Report on the Excavations of the Bronze Age Site of I Faraglioni 1999

by R. Ross Holloway and Susan S. Lukesh

       The excavations of the Archaeological Section of the Superintendency of Cultural Property of the Province of Palermo at the Bronze Age site of I Faraglioni, Ustica, were continued in May and June of 1999. (1)

Fig. 1. Ustica, the Middle Bronze Age Citadel. State of excavations at the end of the campaign of 1994. Reconstructed view by Alice S. Walsh.


       The principal objective of the excavation of 1999 was to continue investigation of structures along the interior of the defense walls in the area between the excavations of 1991 and 1994 Figs. 1, 2a.(2) This space is bordered on the east by the long main street of the site. Our results showed that during the period of the citadel's existence (Period 2-4) this was open ground. The houses that had formerly occupied this area were destroyed when the defenses of the citadel were built. This fact confirms our contention that the citadel was home to only a very few privileged households. Work was also carried on on the far side of the main street (Fig. 2b).


Fig. 2a. Excavation area 1999. In the foreground left Room 12. To the far right the excavations of 1974-1994.

 Fig. 2b. Excavation area of 1999. Room 12 to right, Room 13 to left.
        Beginning work immediately south of Room 12 (excavated in 1994) we encountered another deposit of material close to the surface reminiscent of earlier finds of discarded vessels which appeared in surface context earlier in the excavations, Fig. 3, 4. It is clear that these objects are resting at a level (-11.02 m.) formed well after Room 12 was abandoned. 

 Fig. 3.Room 12 and deposit of material to the south of Room 12.

 Fig. 4.Deposit of material south of Room 12.
       Further excavation revealed that during the life of Room 12 the ground outside sloped downward from the defense wall to a point 0.6 m. from the door of the room, where it encountered the trodden level at -10.31 m.
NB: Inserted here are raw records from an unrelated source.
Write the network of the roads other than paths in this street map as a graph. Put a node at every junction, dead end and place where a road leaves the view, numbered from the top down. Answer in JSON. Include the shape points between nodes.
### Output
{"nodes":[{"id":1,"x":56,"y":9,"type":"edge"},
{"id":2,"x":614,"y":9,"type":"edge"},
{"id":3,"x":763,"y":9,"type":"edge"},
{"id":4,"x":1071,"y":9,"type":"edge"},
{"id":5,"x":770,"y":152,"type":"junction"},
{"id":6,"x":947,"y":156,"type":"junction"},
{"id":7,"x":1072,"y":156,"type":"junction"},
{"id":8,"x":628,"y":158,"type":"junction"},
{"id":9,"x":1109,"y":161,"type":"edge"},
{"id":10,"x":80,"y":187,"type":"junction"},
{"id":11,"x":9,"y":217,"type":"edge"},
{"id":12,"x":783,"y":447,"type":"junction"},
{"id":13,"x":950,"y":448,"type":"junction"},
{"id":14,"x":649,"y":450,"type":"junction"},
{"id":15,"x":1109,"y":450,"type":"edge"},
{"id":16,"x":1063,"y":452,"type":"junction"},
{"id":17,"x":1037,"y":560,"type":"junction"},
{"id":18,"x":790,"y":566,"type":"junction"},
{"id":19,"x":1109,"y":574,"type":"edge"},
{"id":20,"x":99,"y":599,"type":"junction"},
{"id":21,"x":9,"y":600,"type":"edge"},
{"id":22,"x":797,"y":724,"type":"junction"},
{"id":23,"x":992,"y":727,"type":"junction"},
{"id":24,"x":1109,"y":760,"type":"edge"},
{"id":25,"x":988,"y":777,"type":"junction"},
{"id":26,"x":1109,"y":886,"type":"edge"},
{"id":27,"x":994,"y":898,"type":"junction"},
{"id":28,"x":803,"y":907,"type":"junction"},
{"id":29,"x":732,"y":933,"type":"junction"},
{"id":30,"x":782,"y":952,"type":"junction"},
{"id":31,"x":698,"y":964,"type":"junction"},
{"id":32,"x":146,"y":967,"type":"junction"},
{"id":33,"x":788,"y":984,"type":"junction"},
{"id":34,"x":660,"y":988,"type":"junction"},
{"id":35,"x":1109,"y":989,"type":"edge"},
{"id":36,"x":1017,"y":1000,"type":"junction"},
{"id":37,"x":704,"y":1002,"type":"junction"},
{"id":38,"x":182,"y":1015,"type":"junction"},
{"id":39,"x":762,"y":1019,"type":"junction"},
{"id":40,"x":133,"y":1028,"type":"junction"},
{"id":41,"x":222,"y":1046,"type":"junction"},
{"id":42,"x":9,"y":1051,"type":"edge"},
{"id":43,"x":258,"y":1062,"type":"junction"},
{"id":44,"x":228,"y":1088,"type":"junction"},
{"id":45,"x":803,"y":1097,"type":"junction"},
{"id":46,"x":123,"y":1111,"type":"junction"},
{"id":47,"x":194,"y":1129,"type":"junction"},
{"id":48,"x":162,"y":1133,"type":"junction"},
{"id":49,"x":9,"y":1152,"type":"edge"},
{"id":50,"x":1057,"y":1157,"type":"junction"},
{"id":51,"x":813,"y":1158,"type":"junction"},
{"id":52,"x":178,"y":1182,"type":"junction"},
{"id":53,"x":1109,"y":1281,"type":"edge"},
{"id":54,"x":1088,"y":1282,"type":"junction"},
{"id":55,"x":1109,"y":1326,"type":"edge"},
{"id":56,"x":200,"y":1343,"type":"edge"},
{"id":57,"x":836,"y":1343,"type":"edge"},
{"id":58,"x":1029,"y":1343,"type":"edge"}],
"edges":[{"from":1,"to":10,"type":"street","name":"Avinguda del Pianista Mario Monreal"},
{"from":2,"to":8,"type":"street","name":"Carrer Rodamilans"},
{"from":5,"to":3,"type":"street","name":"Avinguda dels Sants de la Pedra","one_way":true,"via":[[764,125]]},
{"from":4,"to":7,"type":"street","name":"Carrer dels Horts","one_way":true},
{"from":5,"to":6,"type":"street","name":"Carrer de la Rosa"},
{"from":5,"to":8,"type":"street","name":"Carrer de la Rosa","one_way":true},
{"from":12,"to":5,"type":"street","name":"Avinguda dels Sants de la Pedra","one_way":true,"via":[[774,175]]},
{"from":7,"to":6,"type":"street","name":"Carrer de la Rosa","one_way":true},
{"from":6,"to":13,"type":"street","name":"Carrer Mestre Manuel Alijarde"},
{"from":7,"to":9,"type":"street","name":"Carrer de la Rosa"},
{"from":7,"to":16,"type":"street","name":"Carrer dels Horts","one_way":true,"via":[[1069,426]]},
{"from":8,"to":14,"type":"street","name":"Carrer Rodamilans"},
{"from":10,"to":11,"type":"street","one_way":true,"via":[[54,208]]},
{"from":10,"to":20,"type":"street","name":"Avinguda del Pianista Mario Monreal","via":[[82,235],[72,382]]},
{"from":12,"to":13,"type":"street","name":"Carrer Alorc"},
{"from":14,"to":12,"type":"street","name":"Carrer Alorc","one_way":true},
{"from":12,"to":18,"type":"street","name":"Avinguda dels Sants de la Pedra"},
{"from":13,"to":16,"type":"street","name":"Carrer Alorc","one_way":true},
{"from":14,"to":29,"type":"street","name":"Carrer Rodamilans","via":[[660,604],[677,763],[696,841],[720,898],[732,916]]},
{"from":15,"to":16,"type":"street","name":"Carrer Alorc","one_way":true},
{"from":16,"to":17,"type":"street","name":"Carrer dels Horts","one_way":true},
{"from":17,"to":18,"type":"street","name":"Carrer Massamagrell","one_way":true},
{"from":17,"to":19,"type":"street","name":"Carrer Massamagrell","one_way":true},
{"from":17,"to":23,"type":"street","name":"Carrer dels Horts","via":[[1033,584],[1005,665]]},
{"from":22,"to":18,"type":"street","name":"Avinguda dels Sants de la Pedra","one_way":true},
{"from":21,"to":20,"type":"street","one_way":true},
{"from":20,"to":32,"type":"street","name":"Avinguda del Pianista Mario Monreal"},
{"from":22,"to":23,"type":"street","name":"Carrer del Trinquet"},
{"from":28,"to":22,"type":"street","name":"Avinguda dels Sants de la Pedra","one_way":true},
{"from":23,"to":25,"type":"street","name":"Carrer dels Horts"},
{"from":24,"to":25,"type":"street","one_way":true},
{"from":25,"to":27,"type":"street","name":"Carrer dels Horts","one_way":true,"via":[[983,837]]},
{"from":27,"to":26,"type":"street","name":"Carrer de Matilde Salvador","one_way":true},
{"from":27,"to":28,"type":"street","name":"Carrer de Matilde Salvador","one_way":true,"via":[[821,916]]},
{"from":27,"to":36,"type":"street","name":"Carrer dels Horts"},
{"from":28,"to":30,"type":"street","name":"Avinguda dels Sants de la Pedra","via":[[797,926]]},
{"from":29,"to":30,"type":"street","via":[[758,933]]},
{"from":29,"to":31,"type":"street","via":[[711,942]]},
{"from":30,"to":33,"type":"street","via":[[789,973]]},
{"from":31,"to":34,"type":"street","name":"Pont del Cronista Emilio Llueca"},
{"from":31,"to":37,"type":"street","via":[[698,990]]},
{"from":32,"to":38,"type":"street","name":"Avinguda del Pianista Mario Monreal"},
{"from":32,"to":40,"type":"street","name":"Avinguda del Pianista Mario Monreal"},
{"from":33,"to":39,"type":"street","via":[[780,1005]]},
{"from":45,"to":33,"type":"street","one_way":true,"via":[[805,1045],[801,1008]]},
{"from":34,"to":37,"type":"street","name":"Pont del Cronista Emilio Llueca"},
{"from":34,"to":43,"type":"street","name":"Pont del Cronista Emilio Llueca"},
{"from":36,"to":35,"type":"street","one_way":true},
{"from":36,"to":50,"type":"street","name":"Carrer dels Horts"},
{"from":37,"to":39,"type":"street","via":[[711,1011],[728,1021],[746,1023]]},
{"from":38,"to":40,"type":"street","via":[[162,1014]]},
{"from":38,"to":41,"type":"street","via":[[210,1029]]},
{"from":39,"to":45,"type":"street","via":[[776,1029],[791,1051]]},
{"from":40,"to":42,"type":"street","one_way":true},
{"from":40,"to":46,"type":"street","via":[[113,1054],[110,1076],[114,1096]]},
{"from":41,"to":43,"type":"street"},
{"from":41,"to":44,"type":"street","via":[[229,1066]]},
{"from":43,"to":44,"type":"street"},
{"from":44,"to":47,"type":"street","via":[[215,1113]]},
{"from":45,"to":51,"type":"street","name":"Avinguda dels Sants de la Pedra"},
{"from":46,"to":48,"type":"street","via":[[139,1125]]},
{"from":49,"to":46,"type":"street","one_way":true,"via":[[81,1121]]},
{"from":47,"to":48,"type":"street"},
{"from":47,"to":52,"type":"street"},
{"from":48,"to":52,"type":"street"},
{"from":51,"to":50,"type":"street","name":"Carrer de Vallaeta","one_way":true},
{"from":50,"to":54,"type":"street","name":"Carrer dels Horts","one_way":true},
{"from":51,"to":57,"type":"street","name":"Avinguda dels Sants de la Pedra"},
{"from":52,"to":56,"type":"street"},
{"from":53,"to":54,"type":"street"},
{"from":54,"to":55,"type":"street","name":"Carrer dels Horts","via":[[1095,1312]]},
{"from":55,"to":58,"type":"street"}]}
Figure 5 shows this bank of earth (with the grindstone of the subsequently formed deposit still in place). 

 Fig. 5.Area south of Room 12, glacis behind city wall to left of doorway.
     It is now apparent from both the observations made in 1991, and from the renewed excavation in 1999, that all along the defenses, save for those places where earlier houses immediately abutting the walls were allowed to remain standing, a supporting glacis was created against the inner face of the walls. It is this sloping mound of earth that partially hid Room 12 from view. 
        Thus anyone standing in front of Room 12 saw, looking to one side of the doorway, a building partially embedded in the slope behind the fortification wall. On the other side of the doorway Room 12 was also partially hidden by a small annex that was built up against it, Fig. 6. The annex backed onto the street. Room 12 did the same, its wall leaving no room for a curbing along the street. Two straight walls created the annex, a structure 1.0 m. north-south (slightly greater to the east where the wall of Room 12 begins to curve) and 1.5 m. east-west. There is no trace of a door. The interior seems to have been intentionally filled leaving a deposit of broken pottery and discolored soil. The walls of the annex are some 0.45 m. lower in height than the corresponding part of the wall of Room 12. One must conclude that this structure was a kind of podium. But what stood on the podium? Quite possibly it supported a low mound of earth, mimicking the effect produced by the glacis on the other side of the doorway. The effect was not symmetrical because the glacis stopped some 0.6 m. short of the entrance to Room 12 while the annex abutted the doorway on the other side. However, a visitor, facing the doorway from the large empty area in front of it, would have had the impression of an entry to a semi-subterranean building.
 Fig. 6."The annex" to Room 12.
       The same sloping glacis that partially concealed Room 12 completely covered Room 14, a building immediately to the southwest, Fig. 7. Room 14 was clearly earlier than Room 12. This is certain because the wall of Room 12 impinged on the wall of Room 14 and because of the stratigraphy of the glacis which covered Room 14 while Room 12 was in use. 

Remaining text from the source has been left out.